# [TASK OBJECTIVE]
Every line of the material below that holds the string "other" should be copied.

# [SOURCE INFORMATION]
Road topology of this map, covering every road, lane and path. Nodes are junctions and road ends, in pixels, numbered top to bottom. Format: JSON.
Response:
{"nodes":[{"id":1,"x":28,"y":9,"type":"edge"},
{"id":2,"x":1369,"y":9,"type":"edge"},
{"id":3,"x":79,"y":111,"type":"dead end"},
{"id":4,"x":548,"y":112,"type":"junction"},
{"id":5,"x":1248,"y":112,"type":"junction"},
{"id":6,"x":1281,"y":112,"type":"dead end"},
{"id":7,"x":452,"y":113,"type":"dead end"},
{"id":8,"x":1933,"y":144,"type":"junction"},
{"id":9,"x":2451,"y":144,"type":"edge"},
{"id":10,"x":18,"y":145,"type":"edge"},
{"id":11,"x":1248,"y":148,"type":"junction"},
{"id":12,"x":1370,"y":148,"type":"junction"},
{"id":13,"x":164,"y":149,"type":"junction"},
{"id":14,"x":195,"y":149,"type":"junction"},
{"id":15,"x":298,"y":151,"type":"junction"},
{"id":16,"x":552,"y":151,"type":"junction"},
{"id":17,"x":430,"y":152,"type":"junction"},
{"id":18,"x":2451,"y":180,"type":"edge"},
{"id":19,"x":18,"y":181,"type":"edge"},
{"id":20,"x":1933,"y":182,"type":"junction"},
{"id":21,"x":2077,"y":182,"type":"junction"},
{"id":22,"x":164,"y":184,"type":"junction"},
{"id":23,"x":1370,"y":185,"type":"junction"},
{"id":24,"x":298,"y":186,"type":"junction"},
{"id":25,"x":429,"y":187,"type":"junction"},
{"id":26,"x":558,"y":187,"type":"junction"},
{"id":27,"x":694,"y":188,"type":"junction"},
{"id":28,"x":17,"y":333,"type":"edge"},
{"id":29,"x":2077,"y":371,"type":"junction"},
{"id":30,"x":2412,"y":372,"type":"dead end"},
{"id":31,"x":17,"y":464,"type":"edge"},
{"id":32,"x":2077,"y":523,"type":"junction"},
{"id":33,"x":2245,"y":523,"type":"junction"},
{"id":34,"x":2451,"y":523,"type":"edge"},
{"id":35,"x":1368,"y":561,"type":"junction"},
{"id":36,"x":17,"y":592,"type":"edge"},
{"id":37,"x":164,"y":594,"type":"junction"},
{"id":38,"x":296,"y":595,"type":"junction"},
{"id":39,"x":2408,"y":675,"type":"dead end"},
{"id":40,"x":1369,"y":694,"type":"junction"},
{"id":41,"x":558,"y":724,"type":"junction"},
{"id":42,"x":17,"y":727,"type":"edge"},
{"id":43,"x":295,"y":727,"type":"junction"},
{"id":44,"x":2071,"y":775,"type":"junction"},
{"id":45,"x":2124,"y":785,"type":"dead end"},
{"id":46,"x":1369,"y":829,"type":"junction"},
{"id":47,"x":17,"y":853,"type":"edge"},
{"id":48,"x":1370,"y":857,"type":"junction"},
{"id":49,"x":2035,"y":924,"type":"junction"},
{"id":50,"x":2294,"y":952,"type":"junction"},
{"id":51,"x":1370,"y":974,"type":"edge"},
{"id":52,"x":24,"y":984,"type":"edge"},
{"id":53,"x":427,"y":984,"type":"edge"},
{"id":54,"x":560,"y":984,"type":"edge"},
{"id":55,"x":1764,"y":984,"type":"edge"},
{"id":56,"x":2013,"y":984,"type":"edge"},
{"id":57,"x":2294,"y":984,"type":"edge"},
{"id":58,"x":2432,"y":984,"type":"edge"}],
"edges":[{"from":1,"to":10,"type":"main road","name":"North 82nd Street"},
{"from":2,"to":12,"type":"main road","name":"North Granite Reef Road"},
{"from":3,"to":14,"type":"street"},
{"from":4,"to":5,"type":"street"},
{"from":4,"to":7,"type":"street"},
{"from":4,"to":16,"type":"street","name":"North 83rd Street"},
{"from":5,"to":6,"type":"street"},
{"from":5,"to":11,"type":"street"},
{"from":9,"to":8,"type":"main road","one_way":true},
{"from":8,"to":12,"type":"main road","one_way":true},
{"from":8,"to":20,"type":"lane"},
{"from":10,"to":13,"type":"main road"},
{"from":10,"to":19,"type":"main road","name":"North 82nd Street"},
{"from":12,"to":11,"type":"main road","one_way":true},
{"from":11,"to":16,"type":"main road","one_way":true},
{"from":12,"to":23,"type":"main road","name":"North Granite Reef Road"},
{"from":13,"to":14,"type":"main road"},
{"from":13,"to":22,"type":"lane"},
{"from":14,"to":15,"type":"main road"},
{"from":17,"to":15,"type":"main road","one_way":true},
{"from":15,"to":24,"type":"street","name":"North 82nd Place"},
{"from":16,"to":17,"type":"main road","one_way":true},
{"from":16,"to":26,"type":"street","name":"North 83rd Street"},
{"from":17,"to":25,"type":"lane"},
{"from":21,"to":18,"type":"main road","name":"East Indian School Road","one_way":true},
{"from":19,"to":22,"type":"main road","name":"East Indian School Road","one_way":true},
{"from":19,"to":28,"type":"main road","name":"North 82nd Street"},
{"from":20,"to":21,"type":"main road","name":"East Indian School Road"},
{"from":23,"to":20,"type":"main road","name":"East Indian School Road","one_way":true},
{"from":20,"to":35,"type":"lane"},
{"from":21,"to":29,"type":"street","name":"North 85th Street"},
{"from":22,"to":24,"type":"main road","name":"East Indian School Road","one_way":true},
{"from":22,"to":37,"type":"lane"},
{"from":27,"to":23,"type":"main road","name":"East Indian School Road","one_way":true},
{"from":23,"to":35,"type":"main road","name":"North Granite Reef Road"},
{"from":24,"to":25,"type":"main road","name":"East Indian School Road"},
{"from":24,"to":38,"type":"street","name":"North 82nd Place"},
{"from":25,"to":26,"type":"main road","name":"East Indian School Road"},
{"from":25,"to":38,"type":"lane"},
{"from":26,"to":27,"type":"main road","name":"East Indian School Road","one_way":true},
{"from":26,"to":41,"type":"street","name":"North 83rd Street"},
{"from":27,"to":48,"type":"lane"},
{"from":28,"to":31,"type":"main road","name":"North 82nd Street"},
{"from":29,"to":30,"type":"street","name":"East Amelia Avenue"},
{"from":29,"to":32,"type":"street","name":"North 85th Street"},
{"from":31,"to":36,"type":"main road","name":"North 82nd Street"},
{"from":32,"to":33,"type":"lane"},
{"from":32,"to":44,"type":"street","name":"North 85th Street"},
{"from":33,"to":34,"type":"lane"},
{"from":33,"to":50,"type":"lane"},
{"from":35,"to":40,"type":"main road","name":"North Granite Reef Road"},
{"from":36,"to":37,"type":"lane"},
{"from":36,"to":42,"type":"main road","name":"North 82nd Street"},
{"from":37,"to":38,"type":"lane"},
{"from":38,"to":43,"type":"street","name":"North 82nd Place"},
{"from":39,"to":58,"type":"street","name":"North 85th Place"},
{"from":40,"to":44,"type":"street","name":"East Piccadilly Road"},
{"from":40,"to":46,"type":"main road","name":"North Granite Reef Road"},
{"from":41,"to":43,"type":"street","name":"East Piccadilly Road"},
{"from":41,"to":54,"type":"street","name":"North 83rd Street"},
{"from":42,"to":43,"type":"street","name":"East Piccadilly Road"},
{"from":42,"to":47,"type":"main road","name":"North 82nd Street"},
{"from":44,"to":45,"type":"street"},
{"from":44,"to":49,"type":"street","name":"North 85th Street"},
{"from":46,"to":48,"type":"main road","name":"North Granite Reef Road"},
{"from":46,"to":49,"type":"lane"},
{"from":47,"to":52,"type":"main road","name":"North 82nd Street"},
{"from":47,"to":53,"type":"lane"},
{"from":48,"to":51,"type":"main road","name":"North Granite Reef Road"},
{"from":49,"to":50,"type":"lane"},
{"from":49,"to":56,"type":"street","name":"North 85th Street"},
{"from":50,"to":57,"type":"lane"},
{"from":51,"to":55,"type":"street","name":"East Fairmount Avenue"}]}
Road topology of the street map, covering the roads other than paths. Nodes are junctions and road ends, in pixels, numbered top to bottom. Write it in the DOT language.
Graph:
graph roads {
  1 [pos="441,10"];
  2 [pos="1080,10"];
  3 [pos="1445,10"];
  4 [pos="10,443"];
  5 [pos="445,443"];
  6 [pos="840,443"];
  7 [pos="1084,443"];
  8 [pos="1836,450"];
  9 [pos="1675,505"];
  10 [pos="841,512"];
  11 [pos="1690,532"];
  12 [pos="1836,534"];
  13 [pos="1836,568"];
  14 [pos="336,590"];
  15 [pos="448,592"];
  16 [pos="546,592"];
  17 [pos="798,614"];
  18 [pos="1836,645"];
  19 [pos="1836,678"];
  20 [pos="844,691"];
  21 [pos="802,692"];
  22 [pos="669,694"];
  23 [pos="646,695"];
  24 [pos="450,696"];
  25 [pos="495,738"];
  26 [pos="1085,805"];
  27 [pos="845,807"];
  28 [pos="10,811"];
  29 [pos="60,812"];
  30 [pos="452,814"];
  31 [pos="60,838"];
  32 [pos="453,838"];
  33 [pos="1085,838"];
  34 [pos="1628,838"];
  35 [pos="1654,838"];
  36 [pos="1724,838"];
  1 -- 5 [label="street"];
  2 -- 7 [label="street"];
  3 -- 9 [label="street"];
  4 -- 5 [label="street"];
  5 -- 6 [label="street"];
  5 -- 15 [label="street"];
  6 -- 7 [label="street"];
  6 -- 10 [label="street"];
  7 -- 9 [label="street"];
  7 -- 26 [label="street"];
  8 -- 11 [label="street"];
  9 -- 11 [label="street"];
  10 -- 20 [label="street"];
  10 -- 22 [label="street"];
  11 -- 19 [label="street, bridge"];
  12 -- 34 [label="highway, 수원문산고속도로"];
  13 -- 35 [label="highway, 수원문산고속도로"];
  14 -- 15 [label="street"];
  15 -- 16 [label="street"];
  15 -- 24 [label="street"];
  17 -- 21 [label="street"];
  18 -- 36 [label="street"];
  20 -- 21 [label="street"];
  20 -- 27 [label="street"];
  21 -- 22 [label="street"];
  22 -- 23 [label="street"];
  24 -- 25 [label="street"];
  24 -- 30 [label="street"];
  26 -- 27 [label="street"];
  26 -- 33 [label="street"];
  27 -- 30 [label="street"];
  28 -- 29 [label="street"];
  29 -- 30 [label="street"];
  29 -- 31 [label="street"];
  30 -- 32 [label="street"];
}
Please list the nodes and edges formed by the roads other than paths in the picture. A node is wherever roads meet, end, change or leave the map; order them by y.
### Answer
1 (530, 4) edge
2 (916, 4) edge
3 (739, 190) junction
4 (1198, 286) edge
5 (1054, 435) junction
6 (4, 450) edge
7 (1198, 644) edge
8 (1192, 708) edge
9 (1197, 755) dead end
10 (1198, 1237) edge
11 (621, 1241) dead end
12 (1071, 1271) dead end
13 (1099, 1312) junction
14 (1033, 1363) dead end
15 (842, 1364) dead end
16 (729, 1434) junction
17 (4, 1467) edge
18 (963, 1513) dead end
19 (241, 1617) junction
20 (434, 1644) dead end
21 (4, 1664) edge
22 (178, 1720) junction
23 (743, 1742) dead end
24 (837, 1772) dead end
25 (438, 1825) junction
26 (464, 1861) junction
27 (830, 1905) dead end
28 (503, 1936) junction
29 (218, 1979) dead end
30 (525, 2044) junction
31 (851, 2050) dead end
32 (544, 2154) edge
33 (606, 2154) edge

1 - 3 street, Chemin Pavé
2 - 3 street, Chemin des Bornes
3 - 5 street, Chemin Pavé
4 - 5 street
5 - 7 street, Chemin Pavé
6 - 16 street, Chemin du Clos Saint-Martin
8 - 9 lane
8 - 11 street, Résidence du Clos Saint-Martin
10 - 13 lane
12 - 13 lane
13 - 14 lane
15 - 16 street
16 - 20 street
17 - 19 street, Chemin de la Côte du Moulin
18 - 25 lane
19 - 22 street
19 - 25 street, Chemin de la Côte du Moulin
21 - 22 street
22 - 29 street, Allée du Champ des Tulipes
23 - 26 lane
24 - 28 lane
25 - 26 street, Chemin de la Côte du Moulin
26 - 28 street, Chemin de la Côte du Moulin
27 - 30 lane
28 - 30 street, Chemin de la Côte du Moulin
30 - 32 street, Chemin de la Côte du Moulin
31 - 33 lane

# [SOLUTION TO THIS TASK]
Road topology of the street map, covering the roads other than paths. Nodes are junctions and road ends, in pixels, numbered top to bottom. Write it in the DOT language.
Please list the nodes and edges formed by the roads other than paths in the picture. A node is wherever roads meet, end, change or leave the map; order them by y.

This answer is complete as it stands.